# Bot and traffic detection - Docs

PostHog classifies traffic by user agent so you can tell humans apart from bots, crawlers, and automation directly in your queries. It categorizes each request – so you can welcome, measure, or exclude AI agents, search crawlers, and automation independently, rather than treating every bot the same. The classification runs in [SQL](/docs/sql.md), so it works anywhere HogQL does – the SQL editor, insights, trends, and Web Analytics breakdowns.

**New feature**

This is a brand new feature, and we're actively working on improving it – expanding the list of detected bots and refining classification over time. Function names and behavior may still change. If you have feedback or a bot we should detect, leave a comment on this page or open a pull request against the [bot definitions](https://github.com/PostHog/posthog/blob/master/products/web_analytics/backend/hogql_queries/bot_definitions.py).

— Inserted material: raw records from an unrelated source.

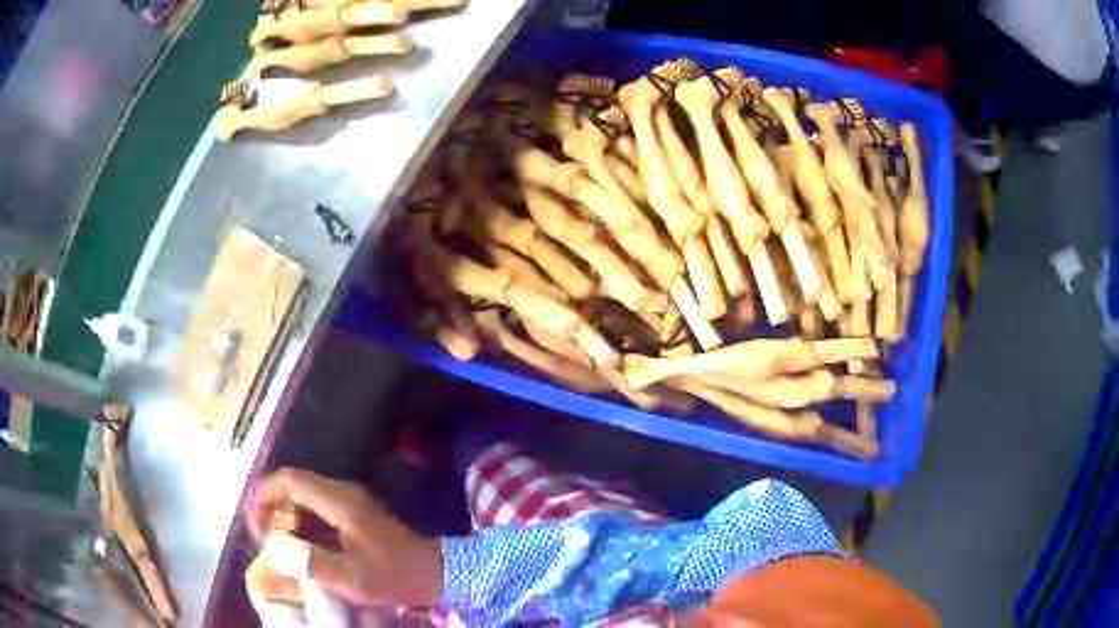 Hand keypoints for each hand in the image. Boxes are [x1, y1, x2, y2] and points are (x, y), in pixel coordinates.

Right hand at [251, 468, 443, 606]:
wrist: (436, 572)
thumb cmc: (395, 575)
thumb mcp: (352, 578)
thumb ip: (310, 562)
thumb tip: (276, 547)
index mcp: (339, 501)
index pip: (289, 480)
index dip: (265, 495)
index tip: (256, 524)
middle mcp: (341, 492)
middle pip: (293, 485)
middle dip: (272, 507)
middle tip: (265, 539)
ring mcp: (349, 501)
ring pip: (304, 497)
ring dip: (287, 516)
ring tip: (279, 545)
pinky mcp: (354, 513)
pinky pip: (317, 509)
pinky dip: (302, 523)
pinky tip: (301, 547) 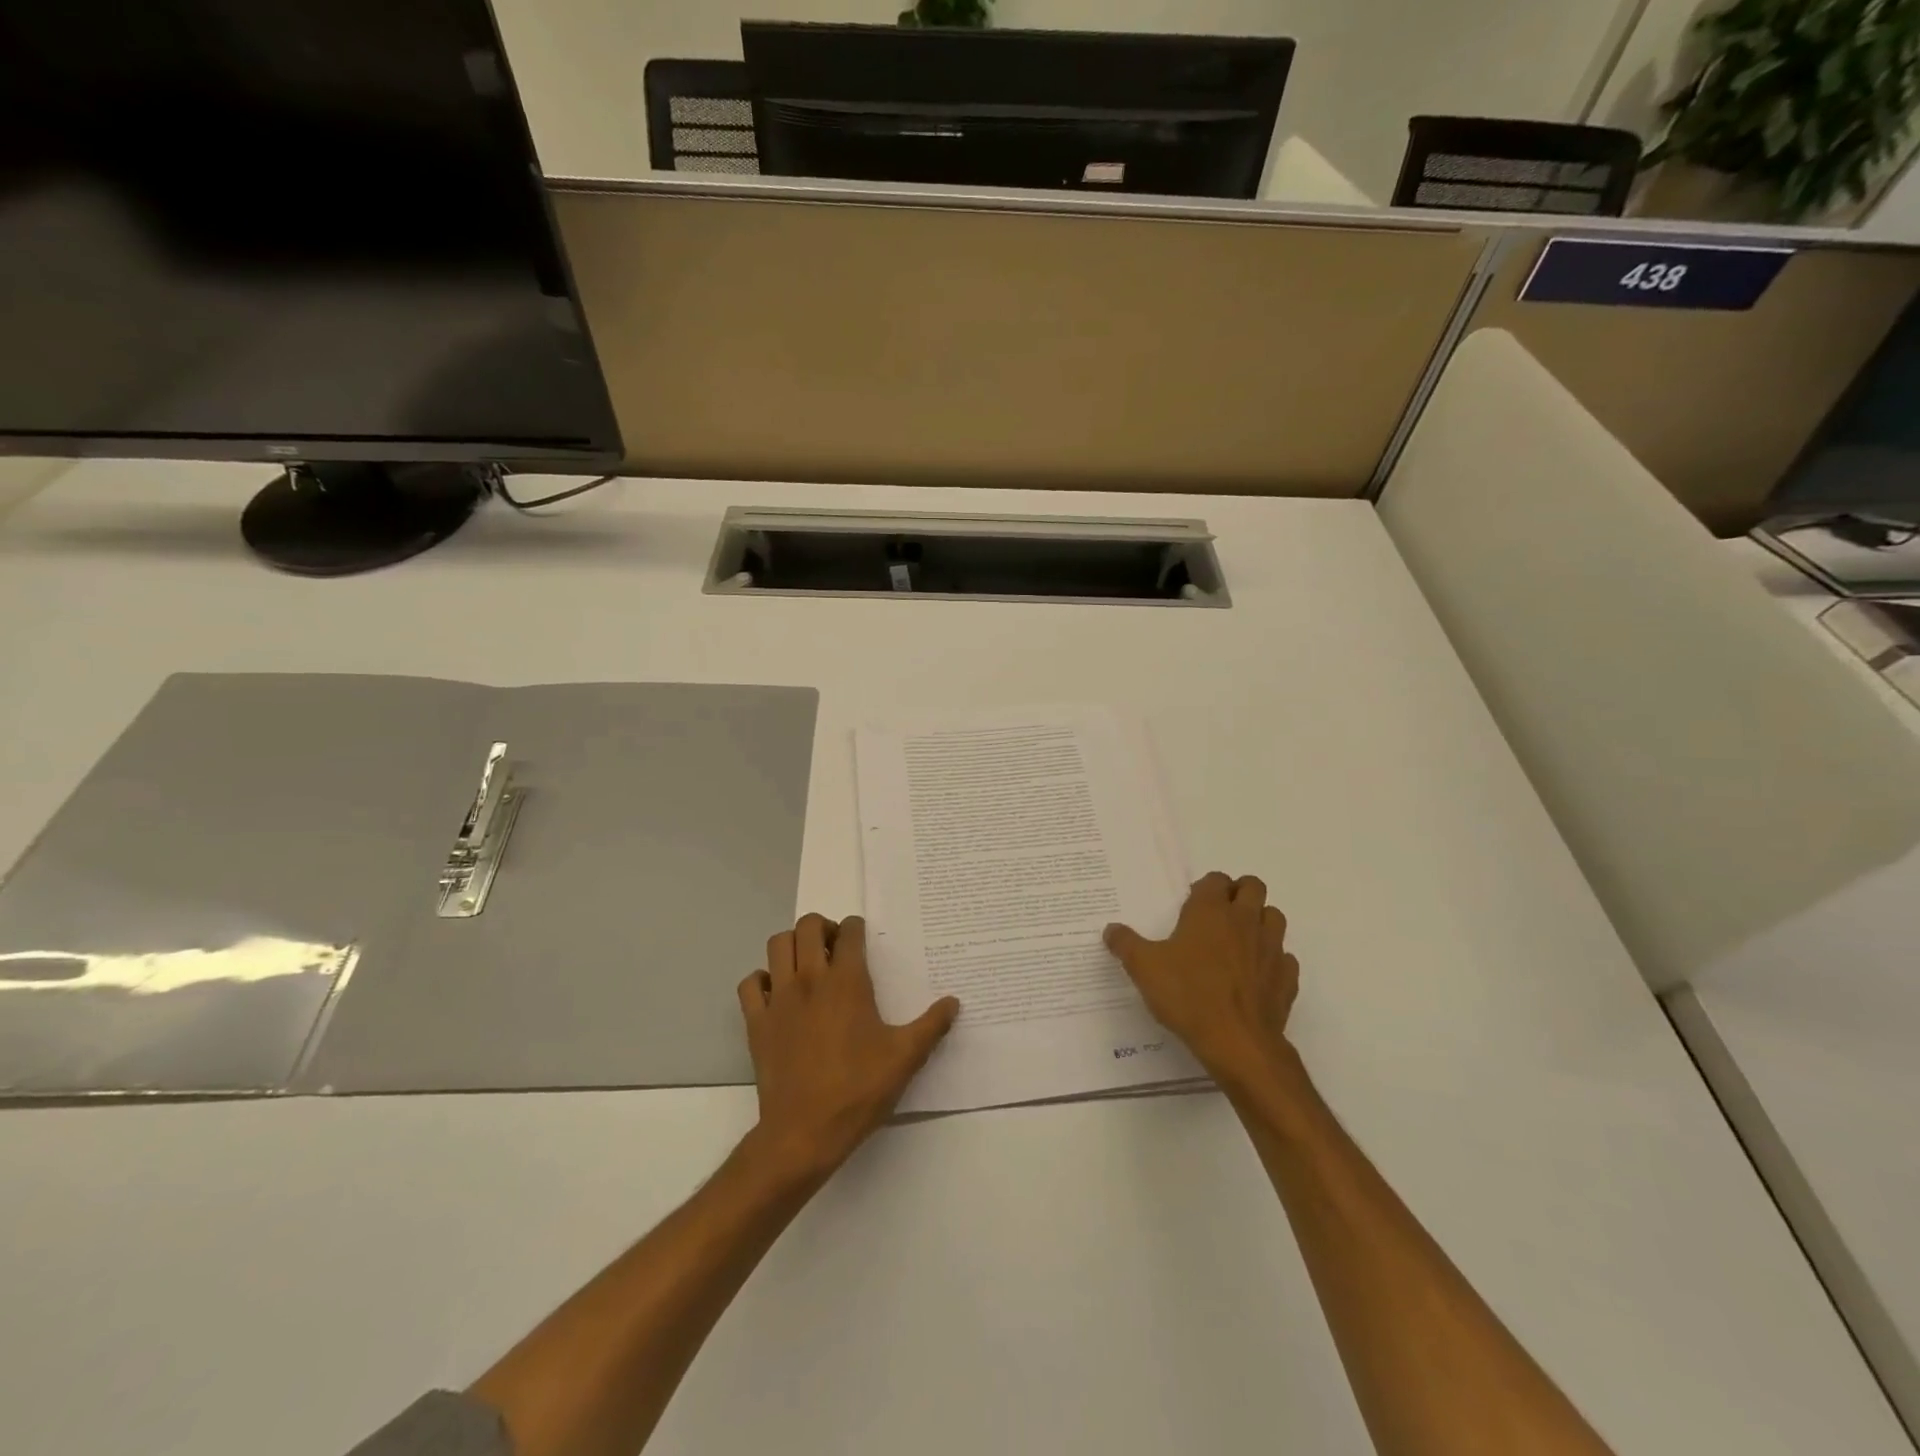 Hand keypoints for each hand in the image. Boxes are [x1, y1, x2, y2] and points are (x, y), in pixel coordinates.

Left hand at [737, 913, 959, 1180]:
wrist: (803, 1132)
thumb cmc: (858, 1090)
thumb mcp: (905, 1058)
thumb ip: (931, 1026)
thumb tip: (953, 1002)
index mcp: (847, 982)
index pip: (849, 932)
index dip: (856, 928)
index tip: (862, 938)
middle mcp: (810, 979)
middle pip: (808, 926)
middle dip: (823, 927)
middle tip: (835, 948)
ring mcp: (779, 999)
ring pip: (777, 945)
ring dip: (792, 945)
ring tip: (807, 963)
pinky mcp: (757, 1021)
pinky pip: (751, 983)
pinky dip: (762, 979)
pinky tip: (778, 994)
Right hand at [1104, 872, 1299, 1089]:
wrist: (1237, 1042)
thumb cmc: (1188, 995)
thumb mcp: (1143, 968)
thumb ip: (1126, 944)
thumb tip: (1111, 929)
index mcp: (1211, 910)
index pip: (1216, 879)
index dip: (1205, 887)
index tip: (1191, 905)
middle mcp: (1245, 920)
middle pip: (1253, 887)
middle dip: (1239, 893)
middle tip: (1218, 915)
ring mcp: (1271, 948)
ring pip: (1274, 917)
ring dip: (1260, 921)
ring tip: (1239, 941)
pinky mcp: (1286, 977)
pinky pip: (1285, 958)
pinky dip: (1273, 960)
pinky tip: (1255, 975)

This is different from the [client-side bot blocking](/docs/web-analytics/troubleshooting.md#do-stats-include-bots-and-crawlers) in the PostHog JavaScript SDK, which stops detected bots from sending events in the first place. The functions here classify traffic that has already been captured, so you can include, exclude, or break down by traffic type at query time without losing the underlying data.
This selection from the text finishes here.